▶ [Entries supplied]:

-.-.-

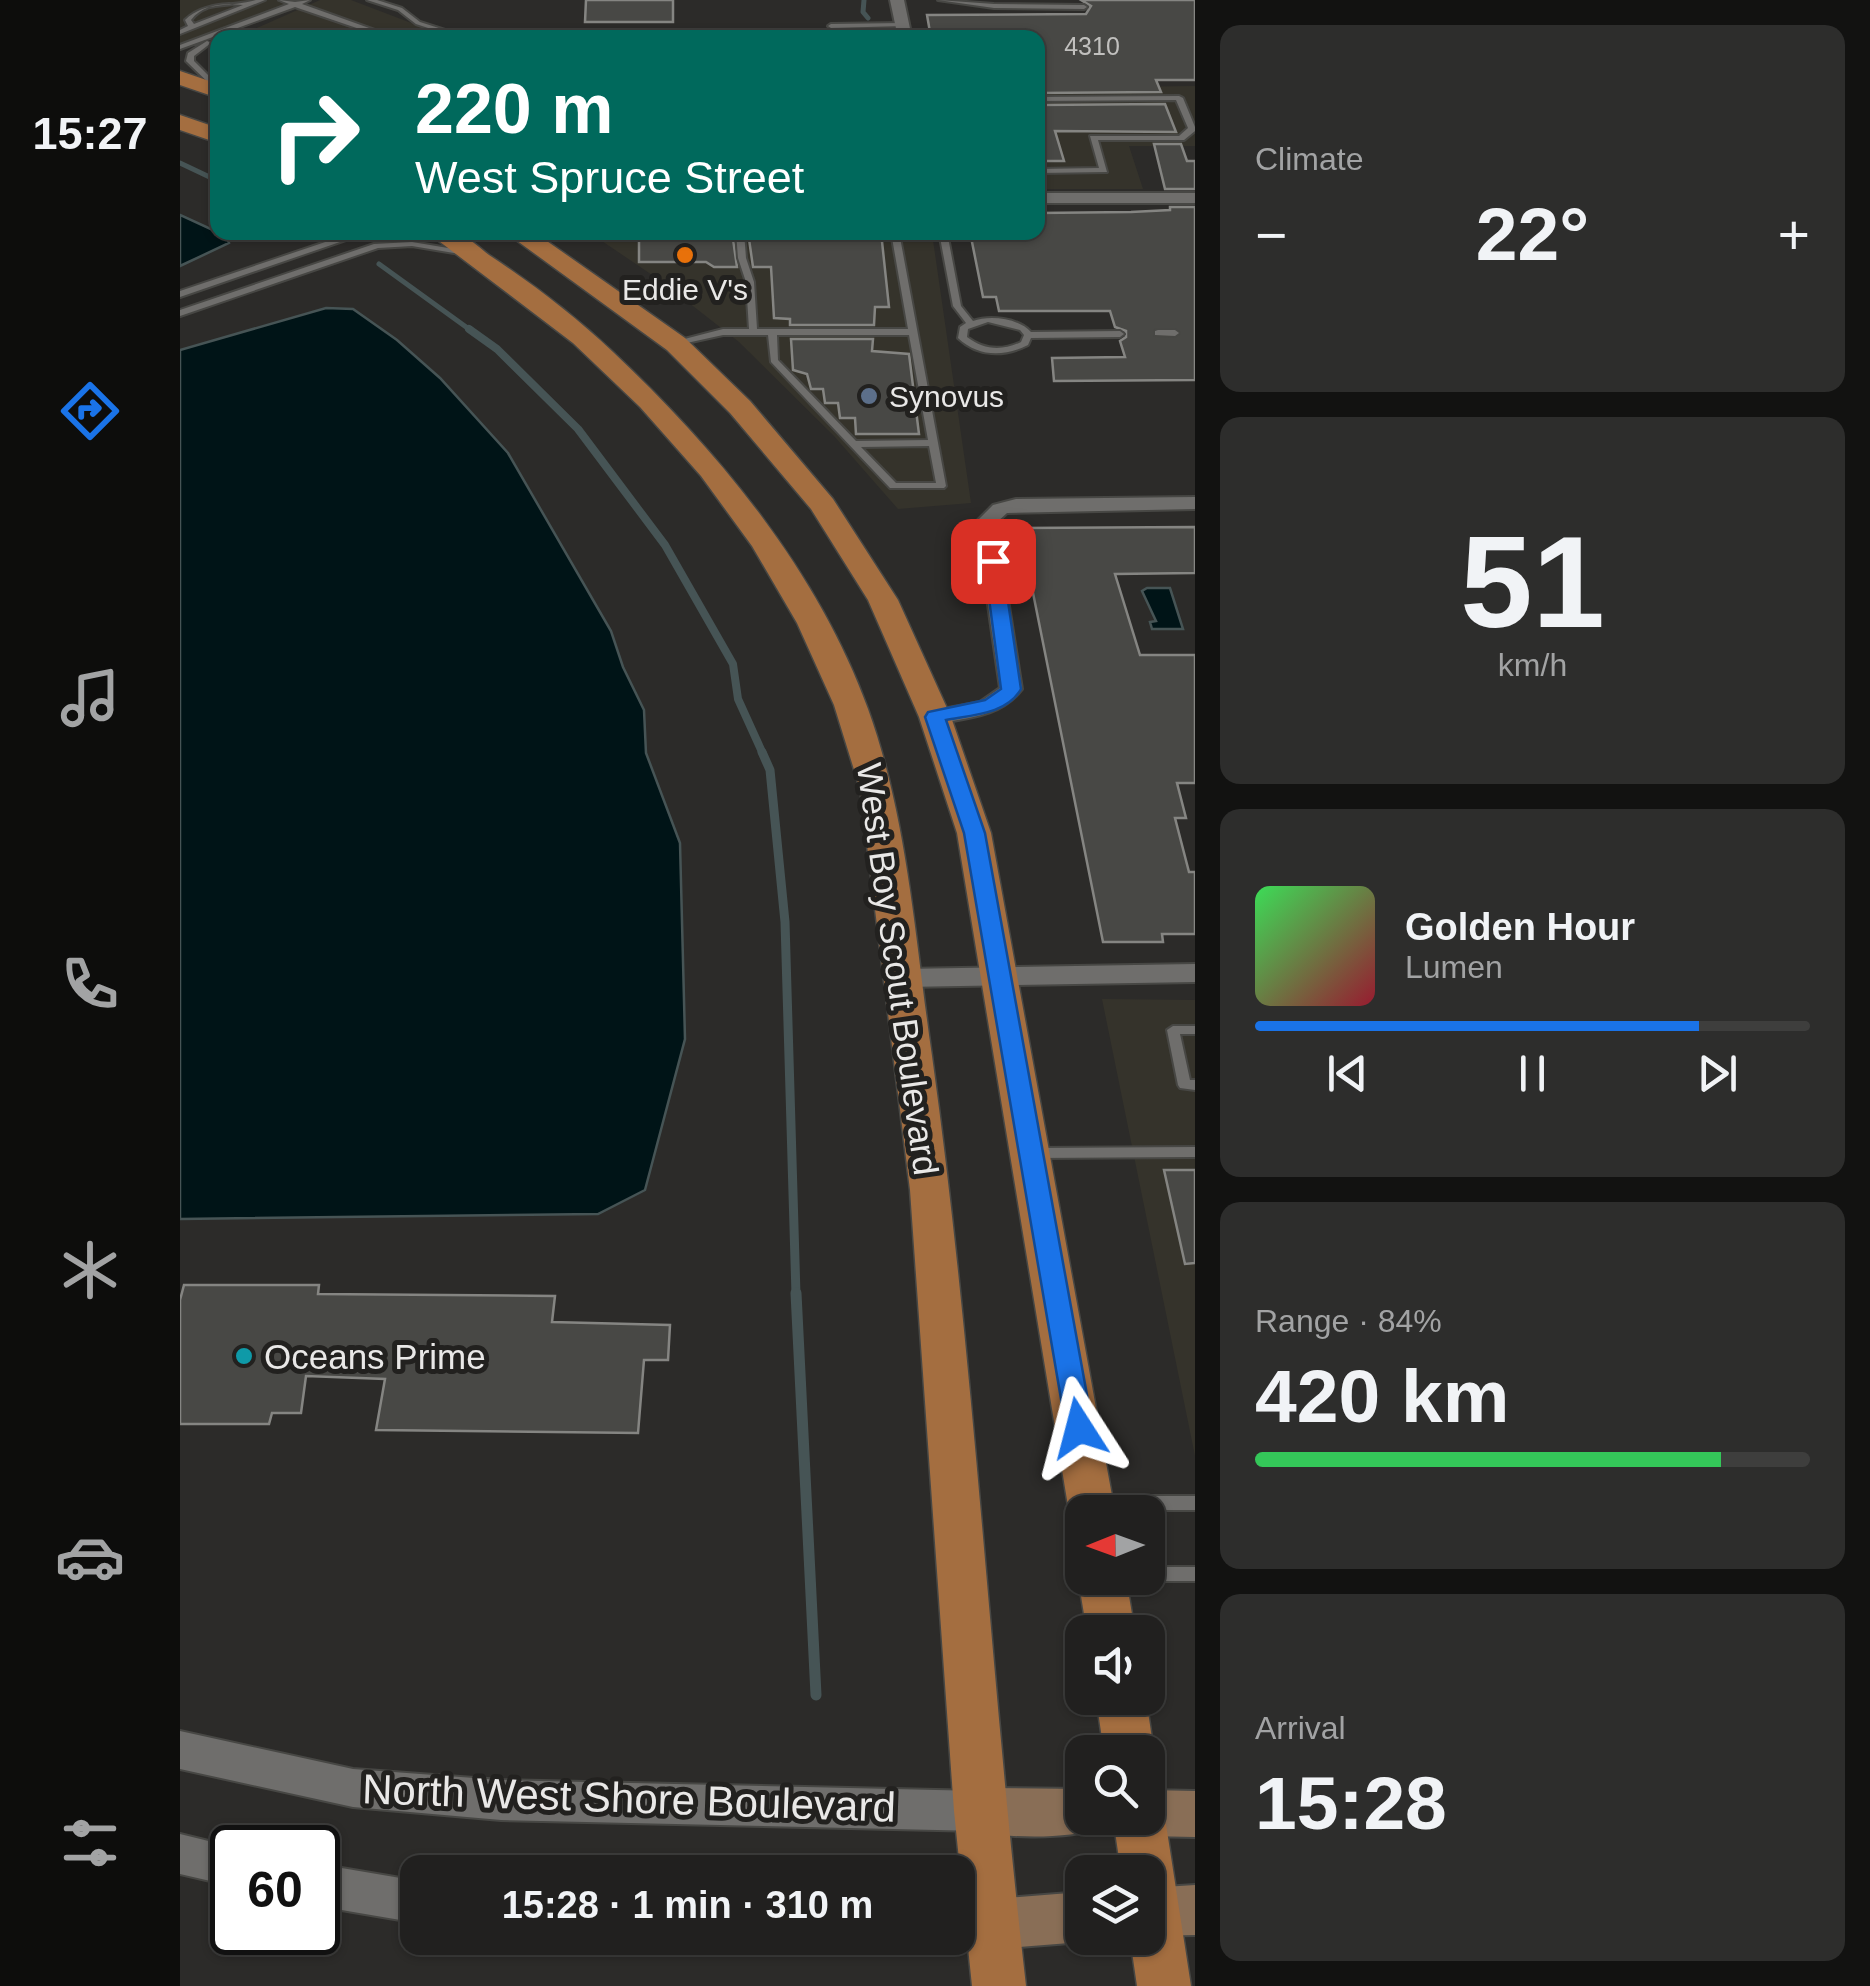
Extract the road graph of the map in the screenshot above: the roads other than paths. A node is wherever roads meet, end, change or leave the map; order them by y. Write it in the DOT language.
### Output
graph roads {
  1 [pos="262,0"];
  2 [pos="282,0"];
  3 [pos="307,0"];
  4 [pos="370,0"];
  5 [pos="897,0"];
  6 [pos="942,0"];
  7 [pos="253,4"];
  8 [pos="297,4"];
  9 [pos="1084,7"];
  10 [pos="830,26"];
  11 [pos="192,27"];
  12 [pos="231,30"];
  13 [pos="370,30"];
  14 [pos="440,30"];
  15 [pos="889,30"];
  16 [pos="904,30"];
  17 [pos="180,32"];
  18 [pos="210,37"];
  19 [pos="210,43"];
  20 [pos="180,47"];
  21 [pos="180,78"];
  22 [pos="210,83"];
  23 [pos="210,87"];
  24 [pos="1045,99"];
  25 [pos="180,122"];
  26 [pos="210,133"];
  27 [pos="1045,171"];
  28 [pos="1045,198"];
  29 [pos="1195,198"];
  30 [pos="341,240"];
  31 [pos="452,240"];
  32 [pos="528,240"];
  33 [pos="741,240"];
  34 [pos="896,240"];
  35 [pos="945,240"];
  36 [pos="474,254"];
  37 [pos="180,294"];
  38 [pos="180,313"];
  39 [pos="970,323"];
  40 [pos="753,332"];
  41 [pos="772,332"];
  42 [pos="912,332"];
  43 [pos="1158,333"];
  44 [pos="1176,333"];
  45 [pos="1120,334"];
  46 [pos="1028,335"];
  47 [pos="676,344"];
  48 [pos="853,444"];
  49 [pos="933,444"];
  50 [pos="1195,504"];
  51 [pos="935,717"];
  52 [pos="1195,973"];
  53 [pos="1002,977"];
  54 [pos="904,978"];
  55 [pos="1195,1030"];
  56 [pos="1195,1084"];
  57 [pos="1195,1152"];
  58 [pos="1032,1154"];
  59 [pos="1090,1495"];
  60 [pos="1195,1503"];
  61 [pos="1165,1504"];
  62 [pos="1165,1574"];
  63 [pos="1195,1574"];
  64 [pos="180,1750"];
  65 [pos="980,1811"];
  66 [pos="1065,1812"];
  67 [pos="1165,1813"];
  68 [pos="1195,1814"];
  69 [pos="180,1854"];
  70 [pos="210,1861"];
  71 [pos="340,1890"];
  72 [pos="400,1899"];
  73 [pos="1065,1918"];
  74 [pos="975,1924"];
  75 [pos="1162,1955"];
  76 [pos="999,1986"];
  77 [pos="1164,1986"];
  1 -- 7 [label="lane"];
  2 -- 8 [label="lane"];
  3 -- 8 [label="lane"];
  4 -- 14 [label="lane"];
  5 -- 16 [label="street"];
  6 -- 9 [label="lane"];
  7 -- 11 [label="lane"];
  7 -- 11 [label="lane"];
  8 -- 12 [label="lane"];
  8 -- 13 [label="lane"];
  10 -- 15 [label="lane"];
  11 -- 17 [label="lane"];
  18 -- 20 [label="lane"];
  19 -- 22 [label="lane"];
  21 -- 23 [label="main road"];
  24 -- 27 [label="lane"];
  25 -- 26 [label="main road"];
  28 -- 29 [label="street"];
  30 -- 37 [label="lane"];
  31 -- 36 [label="main road, West Boy Scout Boulevard"];
  32 -- 47 [label="main road"];
  33 -- 40 [label="lane"];
  34 -- 42 [label="lane"];
  35 -- 39 [label="lane"];
  36 -- 38 [label="lane"];
  36 -- 54 [label="main road, West Boy Scout Boulevard"];
  39 -- 46 [label="lane"];
  39 -- 46 [label="lane"];
  40 -- 41 [label="lane"];
  40 -- 47 [label="lane"];
  41 -- 42 [label="lane"];
  41 -- 48 [label="lane"];
  42 -- 49 [label="lane"];
  43 -- 44 [label="lane"];
  45 -- 46 [label="lane"];
  47 -- 51 [label="main road"];
  48 -- 49 [label="lane"];
  48 -- 49 [label="lane"];
  50 -- 51 [label="street"];
  51 -- 53 [label="main road"];
  52 -- 53 [label="street"];
  53 -- 54 [label="street"];
  53 -- 58 [label="main road"];
  54 -- 65 [label="main road, West Boy Scout Boulevard"];
  55 -- 56 [label="lane"];
  57 -- 58 [label="lane"];
  58 -- 59 [label="main road"];
  60 -- 61 [label="lane"];
  62 -- 63 [label="lane"];
  64 -- 65 [label="street, North West Shore Boulevard"];
  65 -- 66 [label="main road, North West Shore Boulevard"];
  65 -- 74 [label="main road, West Boy Scout Boulevard"];
  67 -- 68 [label="main road"];
  69 -- 70 [label="street"];
  71 -- 72 [label="street"];
  73 -- 74 [label="main road"];
  74 -- 76 [label="main road, West Boy Scout Boulevard"];
  75 -- 77 [label="main road"];
}
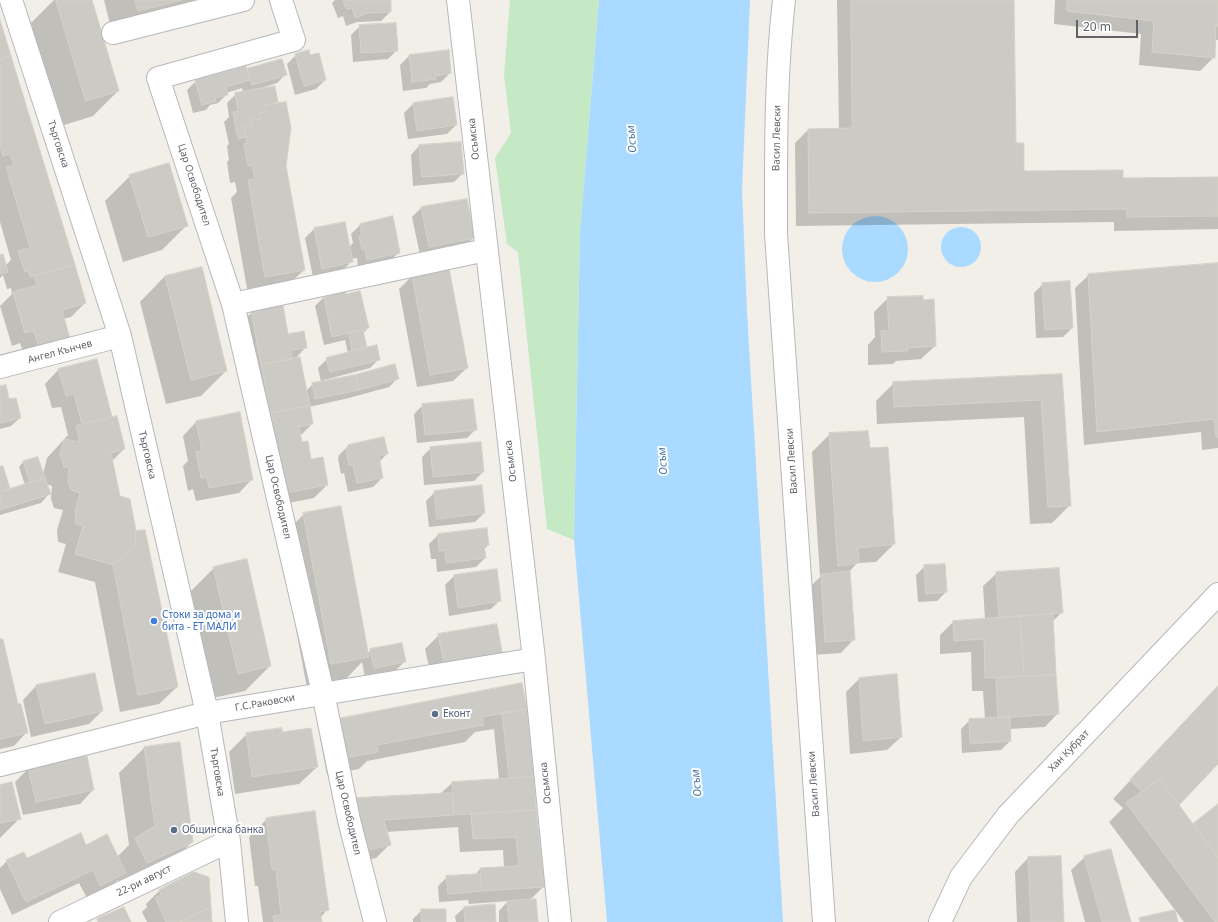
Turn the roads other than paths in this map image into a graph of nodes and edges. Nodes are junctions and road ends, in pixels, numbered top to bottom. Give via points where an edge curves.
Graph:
1 (11, 0) edge
2 (244, 0) edge
3 (280, 0) edge
4 (458, 0) edge
5 (784, 0) edge
6 (113, 33) dead end
7 (486, 250) junction
8 (233, 304) junction
9 (120, 336) junction
10 (0, 367) edge
11 (1218, 594) edge
12 (534, 659) junction
13 (323, 694) junction
14 (207, 713) junction
15 (0, 765) edge
16 (228, 841) junction
17 (60, 922) edge
18 (237, 922) edge
19 (375, 922) edge
20 (560, 922) edge
21 (824, 922) edge
22 (940, 922) edge

1 - 9 street, Търговска
2 - 6 street
3 - 8 street, Цар Освободител via 294,40 158,78
4 - 7 street, Осъмска
5 - 21 street, Васил Левски via 776,130 776,234
7 - 8 street
7 - 12 street, Осъмска
8 - 13 street, Цар Освободител
9 - 10 street, Ангел Кънчев
9 - 14 street, Търговска
11 - 22 street, Хан Кубрат via 1008,815 961,877
12 - 13 street, Г.С.Раковски
12 - 20 street, Осъмска
13 - 14 street, Г.С.Раковски
13 - 19 street, Цар Освободител via 349,820
14 - 15 street, Г.С.Раковски
14 - 16 street, Търговска
16 - 17 street, 22-ри август
16 - 18 street, Търговска

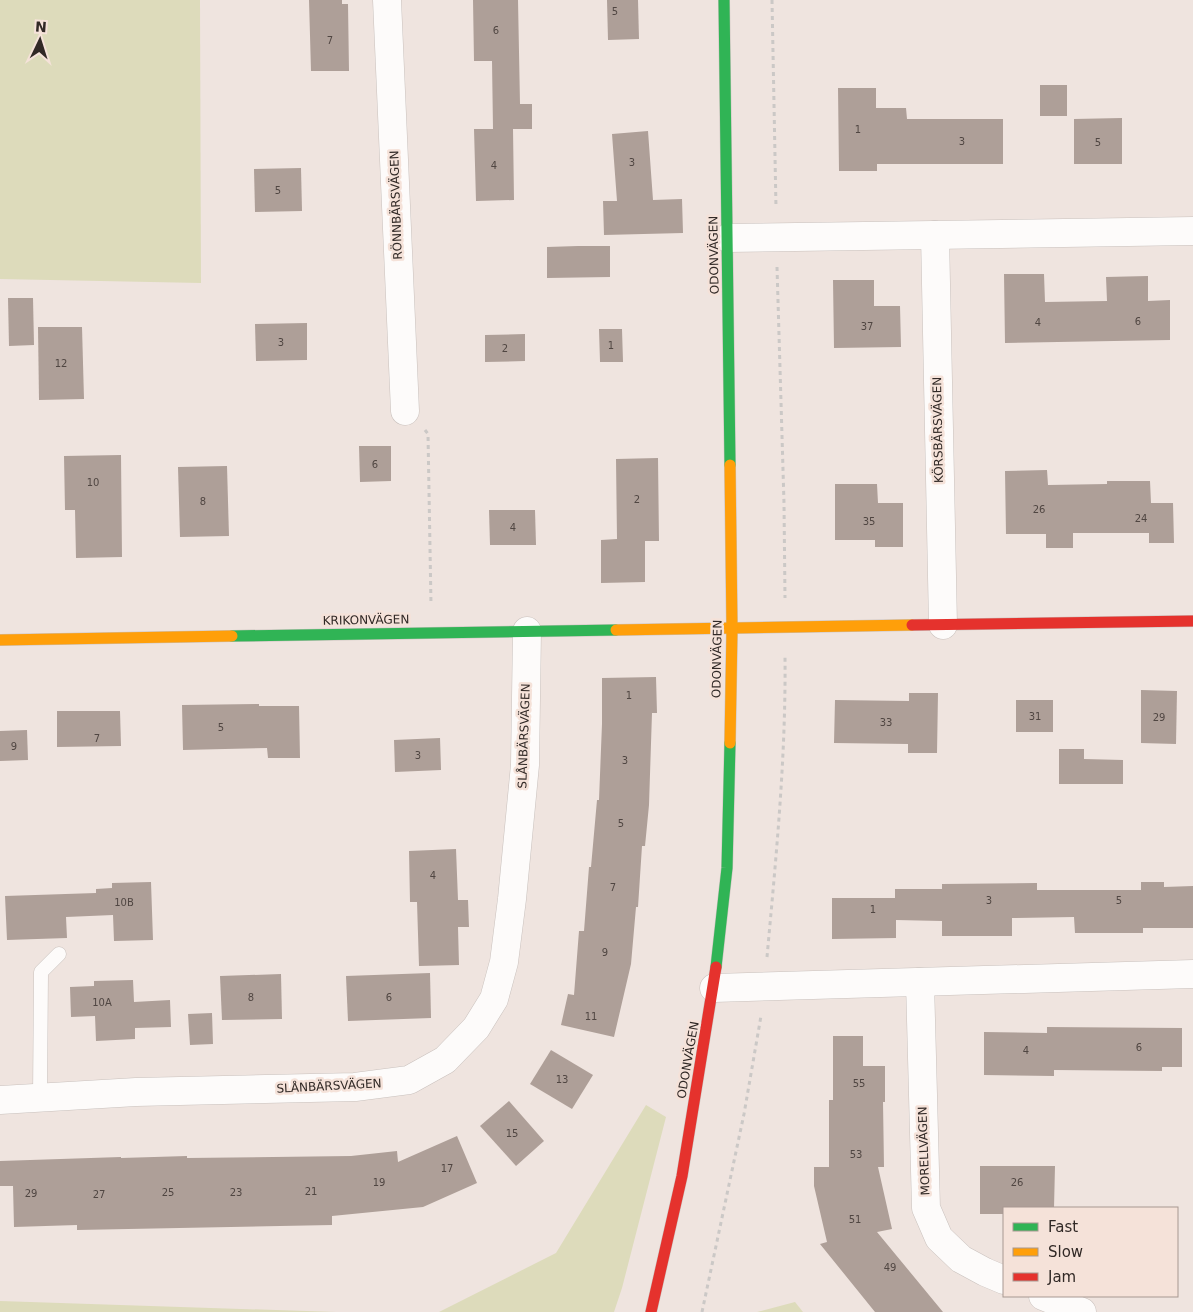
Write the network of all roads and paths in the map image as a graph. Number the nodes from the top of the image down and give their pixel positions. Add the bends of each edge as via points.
1 (388, 0) edge
2 (724, 0) edge
3 (1193, 231) edge
4 (935, 235) junction
5 (728, 238) junction
6 (404, 411) joint
7 (1193, 621) edge
8 (943, 625) junction
9 (732, 629) junction
10 (527, 631) junction
11 (431, 632) junction
12 (0, 640) edge
13 (59, 954) dead end
14 (1193, 974) edge
15 (920, 982) junction
16 (714, 988) junction
17 (40, 1098) junction
18 (0, 1100) edge
19 (1003, 1280) edge
20 (1045, 1297) edge
21 (652, 1312) edge
22 (1082, 1312) edge

1 - 6 street, RÖNNBÄRSVÄGEN
2 - 5 street, ODONVÄGEN
3 - 4 street
4 - 5 street
4 - 8 street, KÖRSBÄRSVÄGEN
5 - 9 street, ODONVÄGEN
6 - 11 path via 428,434
7 - 8 street
8 - 9 street
9 - 10 street, KRIKONVÄGEN
9 - 16 street, ODONVÄGEN via 727,868
10 - 11 street, KRIKONVÄGEN
10 - 17 street, SLÅNBÄRSVÄGEN via 525,765 504,962 494,999 476,1028 445,1060 409,1080 355,1087 136,1092
11 - 12 street, KRIKONVÄGEN
13 - 17 lane via 41,972
14 - 15 street
15 - 16 street
15 - 19 street, MORELLVÄGEN via 926,1208 939,1238 962,1259
16 - 21 street, ODONVÄGEN via 682,1176
17 - 18 street, SLÅNBÄRSVÄGEN
20 - 22 street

-.-.-

▶ [About this task]:
Give only a number: how many lines of the data hold the string "image"?

▶ [Answer box]:
2